**Task to complete**
Which lines in the records below contain the word "links"? Copy each one.

**Extracted entries**
+-------+

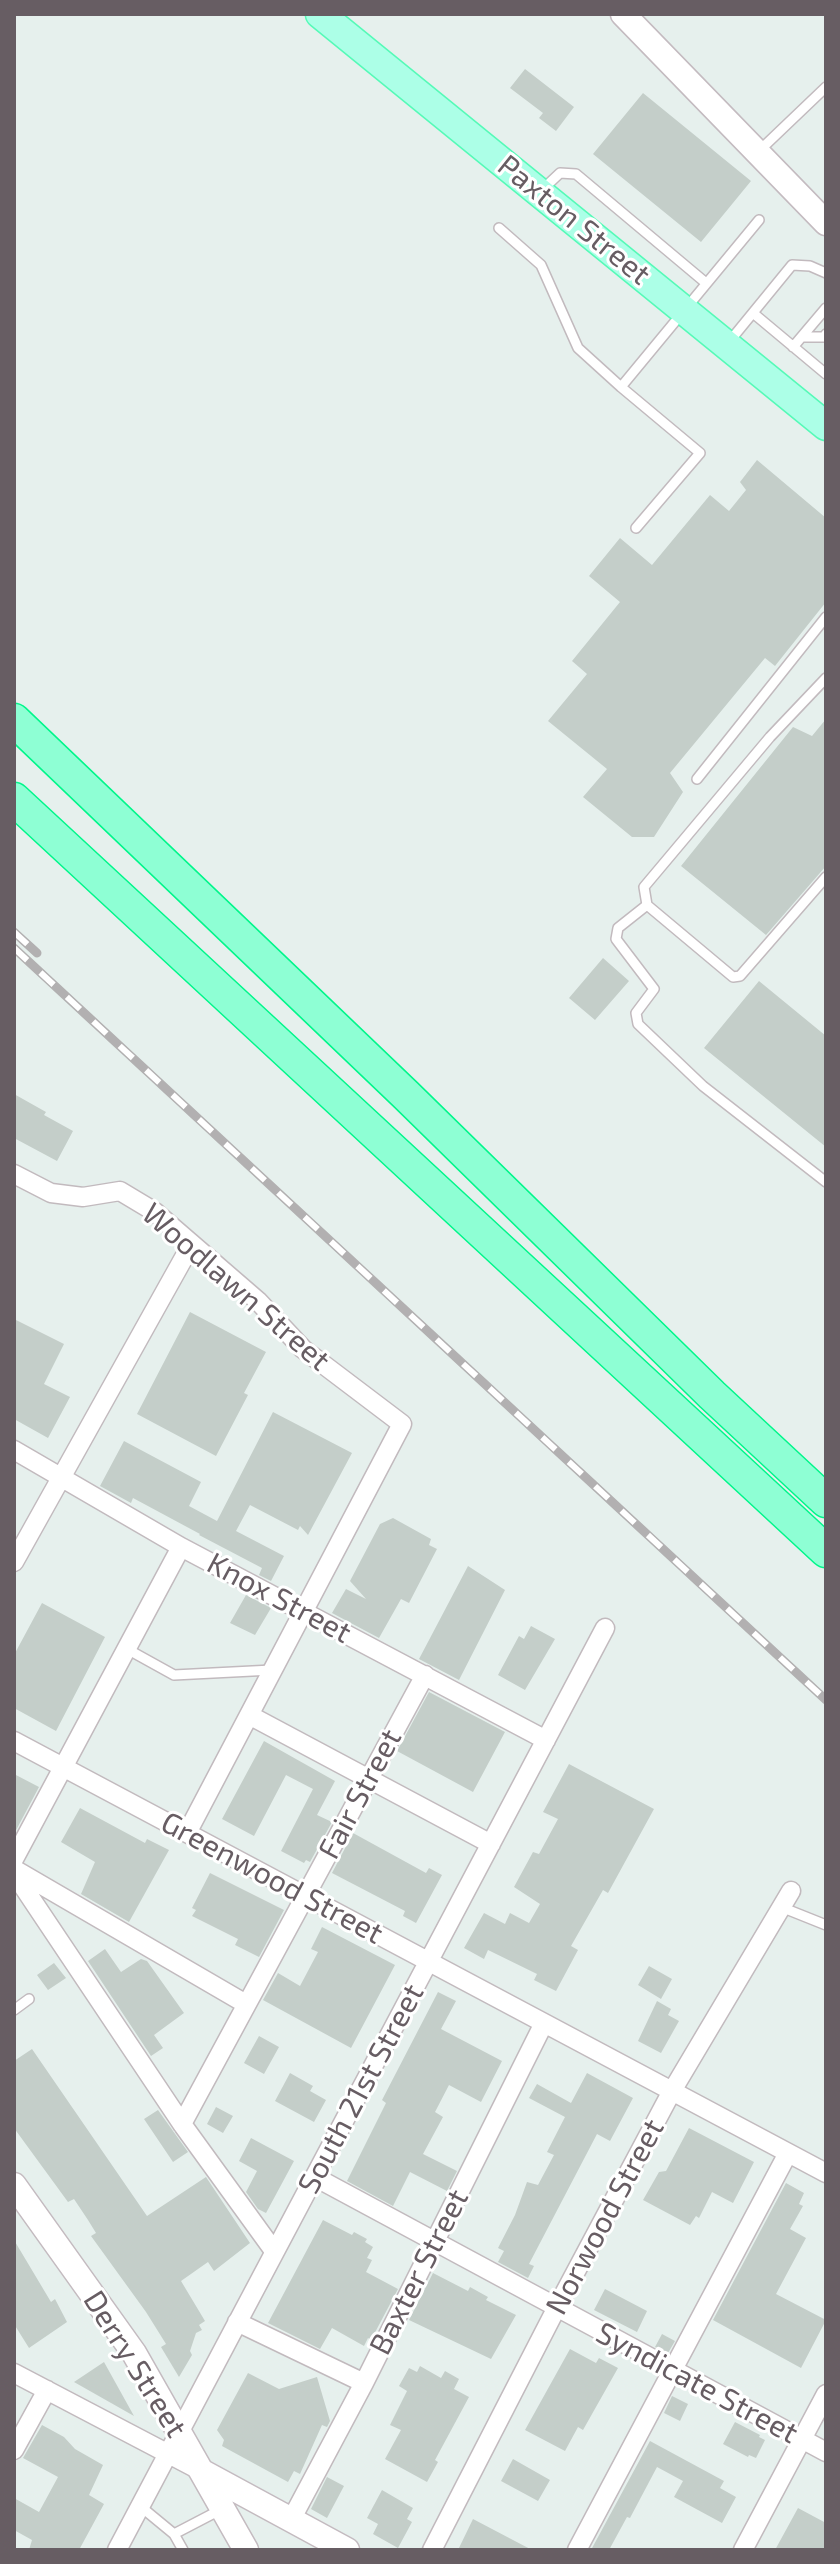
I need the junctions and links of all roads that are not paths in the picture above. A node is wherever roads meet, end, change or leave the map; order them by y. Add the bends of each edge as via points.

+-------+

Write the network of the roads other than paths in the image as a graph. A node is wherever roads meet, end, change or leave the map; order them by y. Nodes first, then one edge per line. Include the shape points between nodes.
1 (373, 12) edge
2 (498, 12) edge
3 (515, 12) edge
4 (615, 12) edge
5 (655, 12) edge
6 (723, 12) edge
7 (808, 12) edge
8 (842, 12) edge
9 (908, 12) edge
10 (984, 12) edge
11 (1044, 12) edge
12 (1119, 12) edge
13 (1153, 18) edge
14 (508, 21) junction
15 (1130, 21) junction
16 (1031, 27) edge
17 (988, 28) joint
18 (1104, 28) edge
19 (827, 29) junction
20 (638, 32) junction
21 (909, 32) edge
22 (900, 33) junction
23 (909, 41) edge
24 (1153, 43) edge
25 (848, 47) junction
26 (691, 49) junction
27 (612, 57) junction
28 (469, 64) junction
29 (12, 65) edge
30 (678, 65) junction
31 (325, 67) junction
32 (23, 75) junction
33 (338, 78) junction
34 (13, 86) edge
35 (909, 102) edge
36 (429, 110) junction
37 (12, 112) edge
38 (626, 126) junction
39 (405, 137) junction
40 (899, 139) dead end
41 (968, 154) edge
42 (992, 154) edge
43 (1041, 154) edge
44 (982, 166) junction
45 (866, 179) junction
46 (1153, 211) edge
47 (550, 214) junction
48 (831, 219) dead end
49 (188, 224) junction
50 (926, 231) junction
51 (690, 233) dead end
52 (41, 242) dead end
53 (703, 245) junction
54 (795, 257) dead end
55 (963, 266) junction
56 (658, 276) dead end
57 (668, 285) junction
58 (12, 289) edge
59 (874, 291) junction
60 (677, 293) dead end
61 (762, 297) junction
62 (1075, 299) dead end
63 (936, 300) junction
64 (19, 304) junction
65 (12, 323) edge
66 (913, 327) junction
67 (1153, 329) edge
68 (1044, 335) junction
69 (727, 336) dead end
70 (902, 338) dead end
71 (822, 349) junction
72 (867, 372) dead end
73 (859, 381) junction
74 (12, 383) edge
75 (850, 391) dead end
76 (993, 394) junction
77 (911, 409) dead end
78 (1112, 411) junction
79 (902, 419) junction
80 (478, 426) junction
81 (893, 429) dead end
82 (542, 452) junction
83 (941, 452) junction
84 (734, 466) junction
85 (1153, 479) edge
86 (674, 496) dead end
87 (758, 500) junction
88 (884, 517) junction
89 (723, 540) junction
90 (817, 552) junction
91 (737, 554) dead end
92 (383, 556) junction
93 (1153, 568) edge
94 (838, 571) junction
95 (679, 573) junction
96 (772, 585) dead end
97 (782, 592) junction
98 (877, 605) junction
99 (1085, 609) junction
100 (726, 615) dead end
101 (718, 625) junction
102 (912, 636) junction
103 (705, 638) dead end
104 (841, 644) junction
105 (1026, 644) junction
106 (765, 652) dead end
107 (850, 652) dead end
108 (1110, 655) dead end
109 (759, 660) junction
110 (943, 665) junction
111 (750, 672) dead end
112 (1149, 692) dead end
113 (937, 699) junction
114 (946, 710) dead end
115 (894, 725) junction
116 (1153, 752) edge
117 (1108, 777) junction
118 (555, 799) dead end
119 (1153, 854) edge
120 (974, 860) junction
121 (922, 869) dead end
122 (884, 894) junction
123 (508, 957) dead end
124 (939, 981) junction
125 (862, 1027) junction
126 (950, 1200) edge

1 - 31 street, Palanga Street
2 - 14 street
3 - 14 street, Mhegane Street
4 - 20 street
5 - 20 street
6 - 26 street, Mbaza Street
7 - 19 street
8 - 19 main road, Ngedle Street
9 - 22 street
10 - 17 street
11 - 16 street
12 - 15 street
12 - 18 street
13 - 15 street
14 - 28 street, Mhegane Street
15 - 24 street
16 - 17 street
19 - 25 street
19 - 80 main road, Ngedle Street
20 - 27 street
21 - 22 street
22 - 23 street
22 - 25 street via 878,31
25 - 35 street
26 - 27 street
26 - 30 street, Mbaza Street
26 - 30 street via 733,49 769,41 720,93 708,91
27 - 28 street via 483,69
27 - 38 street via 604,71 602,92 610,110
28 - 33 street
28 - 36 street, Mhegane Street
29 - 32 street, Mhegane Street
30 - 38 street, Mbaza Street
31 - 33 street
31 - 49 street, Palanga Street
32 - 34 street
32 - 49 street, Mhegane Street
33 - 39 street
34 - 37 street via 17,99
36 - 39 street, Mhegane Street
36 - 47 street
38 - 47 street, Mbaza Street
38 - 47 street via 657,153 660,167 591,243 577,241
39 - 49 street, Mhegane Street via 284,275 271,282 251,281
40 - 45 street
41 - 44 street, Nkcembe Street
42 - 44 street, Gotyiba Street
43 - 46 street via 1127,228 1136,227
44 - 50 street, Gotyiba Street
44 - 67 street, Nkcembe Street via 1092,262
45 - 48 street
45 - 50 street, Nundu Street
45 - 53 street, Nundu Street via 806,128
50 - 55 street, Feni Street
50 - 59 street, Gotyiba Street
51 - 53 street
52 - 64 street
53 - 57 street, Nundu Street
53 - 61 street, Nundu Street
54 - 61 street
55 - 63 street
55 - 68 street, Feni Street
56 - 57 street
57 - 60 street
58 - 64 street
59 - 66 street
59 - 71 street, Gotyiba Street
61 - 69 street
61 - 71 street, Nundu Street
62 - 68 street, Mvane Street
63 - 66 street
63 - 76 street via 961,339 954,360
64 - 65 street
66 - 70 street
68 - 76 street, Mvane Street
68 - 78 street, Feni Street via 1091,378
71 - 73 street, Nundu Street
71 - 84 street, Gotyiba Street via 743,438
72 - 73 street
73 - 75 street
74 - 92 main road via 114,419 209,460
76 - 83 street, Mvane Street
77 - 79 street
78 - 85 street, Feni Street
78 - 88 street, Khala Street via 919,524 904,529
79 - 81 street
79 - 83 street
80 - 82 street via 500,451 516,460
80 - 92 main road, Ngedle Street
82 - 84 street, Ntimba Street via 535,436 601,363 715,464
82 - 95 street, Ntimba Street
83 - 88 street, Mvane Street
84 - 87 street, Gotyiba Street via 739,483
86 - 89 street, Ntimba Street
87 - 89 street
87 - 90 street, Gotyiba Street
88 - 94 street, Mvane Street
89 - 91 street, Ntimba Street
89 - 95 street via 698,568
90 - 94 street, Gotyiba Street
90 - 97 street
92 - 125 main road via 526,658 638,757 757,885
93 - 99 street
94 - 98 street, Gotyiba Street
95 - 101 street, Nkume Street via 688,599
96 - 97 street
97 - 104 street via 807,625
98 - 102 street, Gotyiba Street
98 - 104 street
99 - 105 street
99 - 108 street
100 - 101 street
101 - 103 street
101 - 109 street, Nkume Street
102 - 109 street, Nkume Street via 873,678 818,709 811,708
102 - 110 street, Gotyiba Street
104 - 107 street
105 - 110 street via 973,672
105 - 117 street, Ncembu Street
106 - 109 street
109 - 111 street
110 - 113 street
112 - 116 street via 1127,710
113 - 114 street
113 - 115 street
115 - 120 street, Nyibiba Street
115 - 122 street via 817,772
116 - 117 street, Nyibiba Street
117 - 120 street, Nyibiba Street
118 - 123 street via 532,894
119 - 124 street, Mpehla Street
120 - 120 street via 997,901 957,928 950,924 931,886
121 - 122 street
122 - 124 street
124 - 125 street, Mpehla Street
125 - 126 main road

+-------+

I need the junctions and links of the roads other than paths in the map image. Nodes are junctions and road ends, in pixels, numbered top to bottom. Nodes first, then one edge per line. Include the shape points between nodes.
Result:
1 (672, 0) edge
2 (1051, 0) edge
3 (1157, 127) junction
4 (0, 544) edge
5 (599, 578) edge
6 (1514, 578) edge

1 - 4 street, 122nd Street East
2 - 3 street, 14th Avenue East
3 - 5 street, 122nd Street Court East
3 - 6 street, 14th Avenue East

+-------+

**Exercise answer**
I need the junctions and links of all roads that are not paths in the picture above. A node is wherever roads meet, end, change or leave the map; order them by y. Add the bends of each edge as via points.
I need the junctions and links of the roads other than paths in the map image. Nodes are junctions and road ends, in pixels, numbered top to bottom. Nodes first, then one edge per line. Include the shape points between nodes.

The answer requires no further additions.